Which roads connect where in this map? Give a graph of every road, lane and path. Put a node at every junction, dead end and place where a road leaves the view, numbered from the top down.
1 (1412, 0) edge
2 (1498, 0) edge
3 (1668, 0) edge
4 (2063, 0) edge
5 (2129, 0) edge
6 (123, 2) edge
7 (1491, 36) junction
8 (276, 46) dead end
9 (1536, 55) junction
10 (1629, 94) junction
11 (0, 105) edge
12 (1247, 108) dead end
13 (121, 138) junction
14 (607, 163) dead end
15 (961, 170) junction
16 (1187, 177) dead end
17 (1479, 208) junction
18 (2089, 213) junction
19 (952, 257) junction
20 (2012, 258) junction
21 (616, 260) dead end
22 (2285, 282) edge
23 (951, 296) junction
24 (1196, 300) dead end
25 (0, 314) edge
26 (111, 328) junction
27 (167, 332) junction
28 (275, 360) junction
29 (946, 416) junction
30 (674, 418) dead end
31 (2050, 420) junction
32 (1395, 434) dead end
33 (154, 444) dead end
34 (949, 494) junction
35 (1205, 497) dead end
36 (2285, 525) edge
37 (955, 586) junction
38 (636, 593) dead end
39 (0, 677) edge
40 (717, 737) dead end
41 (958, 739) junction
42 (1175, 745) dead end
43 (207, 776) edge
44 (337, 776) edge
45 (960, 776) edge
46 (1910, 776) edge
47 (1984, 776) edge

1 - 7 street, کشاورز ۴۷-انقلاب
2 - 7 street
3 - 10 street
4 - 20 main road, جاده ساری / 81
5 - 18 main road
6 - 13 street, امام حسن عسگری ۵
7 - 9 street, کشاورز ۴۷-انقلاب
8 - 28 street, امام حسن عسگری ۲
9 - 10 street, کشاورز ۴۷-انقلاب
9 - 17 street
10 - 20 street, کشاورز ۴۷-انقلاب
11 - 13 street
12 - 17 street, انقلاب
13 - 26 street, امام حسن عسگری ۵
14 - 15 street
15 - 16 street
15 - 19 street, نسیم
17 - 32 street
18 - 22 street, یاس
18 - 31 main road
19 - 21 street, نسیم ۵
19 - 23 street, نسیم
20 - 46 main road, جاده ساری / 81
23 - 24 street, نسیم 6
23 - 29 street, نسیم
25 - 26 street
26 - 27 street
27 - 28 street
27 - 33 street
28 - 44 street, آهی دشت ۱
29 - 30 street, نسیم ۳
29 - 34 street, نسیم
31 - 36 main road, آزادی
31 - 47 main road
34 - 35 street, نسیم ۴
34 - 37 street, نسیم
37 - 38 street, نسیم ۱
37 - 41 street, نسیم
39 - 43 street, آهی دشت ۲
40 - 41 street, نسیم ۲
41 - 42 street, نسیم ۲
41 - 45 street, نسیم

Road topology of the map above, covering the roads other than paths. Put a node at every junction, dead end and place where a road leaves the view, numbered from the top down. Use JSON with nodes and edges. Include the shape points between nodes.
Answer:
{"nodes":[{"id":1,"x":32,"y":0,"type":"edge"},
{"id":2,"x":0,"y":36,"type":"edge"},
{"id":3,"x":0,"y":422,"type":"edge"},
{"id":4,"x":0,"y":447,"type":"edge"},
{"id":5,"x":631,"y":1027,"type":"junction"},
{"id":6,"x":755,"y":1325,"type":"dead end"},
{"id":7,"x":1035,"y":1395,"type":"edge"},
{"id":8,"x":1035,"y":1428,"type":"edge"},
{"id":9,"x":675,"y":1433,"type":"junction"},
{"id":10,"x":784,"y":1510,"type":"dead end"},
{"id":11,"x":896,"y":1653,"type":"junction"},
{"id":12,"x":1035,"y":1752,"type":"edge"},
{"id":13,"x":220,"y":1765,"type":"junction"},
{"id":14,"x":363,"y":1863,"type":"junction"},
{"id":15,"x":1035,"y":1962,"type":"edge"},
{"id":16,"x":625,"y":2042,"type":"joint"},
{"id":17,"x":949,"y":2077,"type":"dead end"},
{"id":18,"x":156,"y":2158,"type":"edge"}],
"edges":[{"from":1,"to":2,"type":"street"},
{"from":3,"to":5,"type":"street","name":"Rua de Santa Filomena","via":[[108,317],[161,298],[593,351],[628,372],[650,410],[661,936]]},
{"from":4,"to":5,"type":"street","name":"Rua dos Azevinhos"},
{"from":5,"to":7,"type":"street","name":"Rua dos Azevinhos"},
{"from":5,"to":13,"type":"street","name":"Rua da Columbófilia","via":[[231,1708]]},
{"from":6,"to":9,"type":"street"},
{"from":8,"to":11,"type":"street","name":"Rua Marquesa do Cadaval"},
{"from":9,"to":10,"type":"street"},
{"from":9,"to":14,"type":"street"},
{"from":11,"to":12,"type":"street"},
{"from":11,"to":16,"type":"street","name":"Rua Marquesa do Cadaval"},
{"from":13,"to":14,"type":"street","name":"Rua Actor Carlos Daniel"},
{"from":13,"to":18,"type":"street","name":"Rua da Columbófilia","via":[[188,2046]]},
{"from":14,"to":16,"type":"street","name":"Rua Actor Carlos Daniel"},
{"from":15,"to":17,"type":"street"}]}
========================
EXERCISE OBJECTIVE
Print each entry above word for word, leaving none out.

SOLUTION BELOW
Which roads connect where in this map? Give a graph of every road, lane and path. Put a node at every junction, dead end and place where a road leaves the view, numbered from the top down.
1 (1412, 0) edge
2 (1498, 0) edge
3 (1668, 0) edge
4 (2063, 0) edge
5 (2129, 0) edge
6 (123, 2) edge
7 (1491, 36) junction
8 (276, 46) dead end
9 (1536, 55) junction
10 (1629, 94) junction
11 (0, 105) edge
12 (1247, 108) dead end
13 (121, 138) junction
14 (607, 163) dead end
15 (961, 170) junction
16 (1187, 177) dead end
17 (1479, 208) junction
18 (2089, 213) junction
19 (952, 257) junction
20 (2012, 258) junction
21 (616, 260) dead end
22 (2285, 282) edge
23 (951, 296) junction
24 (1196, 300) dead end
25 (0, 314) edge
26 (111, 328) junction
27 (167, 332) junction
28 (275, 360) junction
29 (946, 416) junction
30 (674, 418) dead end
31 (2050, 420) junction
32 (1395, 434) dead end
33 (154, 444) dead end
34 (949, 494) junction
35 (1205, 497) dead end
36 (2285, 525) edge
37 (955, 586) junction
38 (636, 593) dead end
39 (0, 677) edge
40 (717, 737) dead end
41 (958, 739) junction
42 (1175, 745) dead end
43 (207, 776) edge
44 (337, 776) edge
45 (960, 776) edge
46 (1910, 776) edge
47 (1984, 776) edge

1 - 7 street, کشاورز ۴۷-انقلاب
2 - 7 street
3 - 10 street
4 - 20 main road, جاده ساری / 81
5 - 18 main road
6 - 13 street, امام حسن عسگری ۵
7 - 9 street, کشاورز ۴۷-انقلاب
8 - 28 street, امام حسن عسگری ۲
9 - 10 street, کشاورز ۴۷-انقلاب
9 - 17 street
10 - 20 street, کشاورز ۴۷-انقلاب
11 - 13 street
12 - 17 street, انقلاب
13 - 26 street, امام حسن عسگری ۵
14 - 15 street
15 - 16 street
15 - 19 street, نسیم
17 - 32 street
18 - 22 street, یاس
18 - 31 main road
19 - 21 street, نسیم ۵
19 - 23 street, نسیم
20 - 46 main road, جاده ساری / 81
23 - 24 street, نسیم 6
23 - 29 street, نسیم
25 - 26 street
26 - 27 street
27 - 28 street
27 - 33 street
28 - 44 street, آهی دشت ۱
29 - 30 street, نسیم ۳
29 - 34 street, نسیم
31 - 36 main road, آزادی
31 - 47 main road
34 - 35 street, نسیم ۴
34 - 37 street, نسیم
37 - 38 street, نسیم ۱
37 - 41 street, نسیم
39 - 43 street, آهی دشت ۲
40 - 41 street, نسیم ۲
41 - 42 street, نسیم ۲
41 - 45 street, نسیم

Road topology of the map above, covering the roads other than paths. Put a node at every junction, dead end and place where a road leaves the view, numbered from the top down. Use JSON with nodes and edges. Include the shape points between nodes.
Answer:
{"nodes":[{"id":1,"x":32,"y":0,"type":"edge"},
{"id":2,"x":0,"y":36,"type":"edge"},
{"id":3,"x":0,"y":422,"type":"edge"},
{"id":4,"x":0,"y":447,"type":"edge"},
{"id":5,"x":631,"y":1027,"type":"junction"},
{"id":6,"x":755,"y":1325,"type":"dead end"},
{"id":7,"x":1035,"y":1395,"type":"edge"},
{"id":8,"x":1035,"y":1428,"type":"edge"},
{"id":9,"x":675,"y":1433,"type":"junction"},
{"id":10,"x":784,"y":1510,"type":"dead end"},
{"id":11,"x":896,"y":1653,"type":"junction"},
{"id":12,"x":1035,"y":1752,"type":"edge"},
{"id":13,"x":220,"y":1765,"type":"junction"},
{"id":14,"x":363,"y":1863,"type":"junction"},
{"id":15,"x":1035,"y":1962,"type":"edge"},
{"id":16,"x":625,"y":2042,"type":"joint"},
{"id":17,"x":949,"y":2077,"type":"dead end"},
{"id":18,"x":156,"y":2158,"type":"edge"}],
"edges":[{"from":1,"to":2,"type":"street"},
{"from":3,"to":5,"type":"street","name":"Rua de Santa Filomena","via":[[108,317],[161,298],[593,351],[628,372],[650,410],[661,936]]},
{"from":4,"to":5,"type":"street","name":"Rua dos Azevinhos"},
{"from":5,"to":7,"type":"street","name":"Rua dos Azevinhos"},
{"from":5,"to":13,"type":"street","name":"Rua da Columbófilia","via":[[231,1708]]},
{"from":6,"to":9,"type":"street"},
{"from":8,"to":11,"type":"street","name":"Rua Marquesa do Cadaval"},
{"from":9,"to":10,"type":"street"},
{"from":9,"to":14,"type":"street"},
{"from":11,"to":12,"type":"street"},
{"from":11,"to":16,"type":"street","name":"Rua Marquesa do Cadaval"},
{"from":13,"to":14,"type":"street","name":"Rua Actor Carlos Daniel"},
{"from":13,"to":18,"type":"street","name":"Rua da Columbófilia","via":[[188,2046]]},
{"from":14,"to":16,"type":"street","name":"Rua Actor Carlos Daniel"},
{"from":15,"to":17,"type":"street"}]}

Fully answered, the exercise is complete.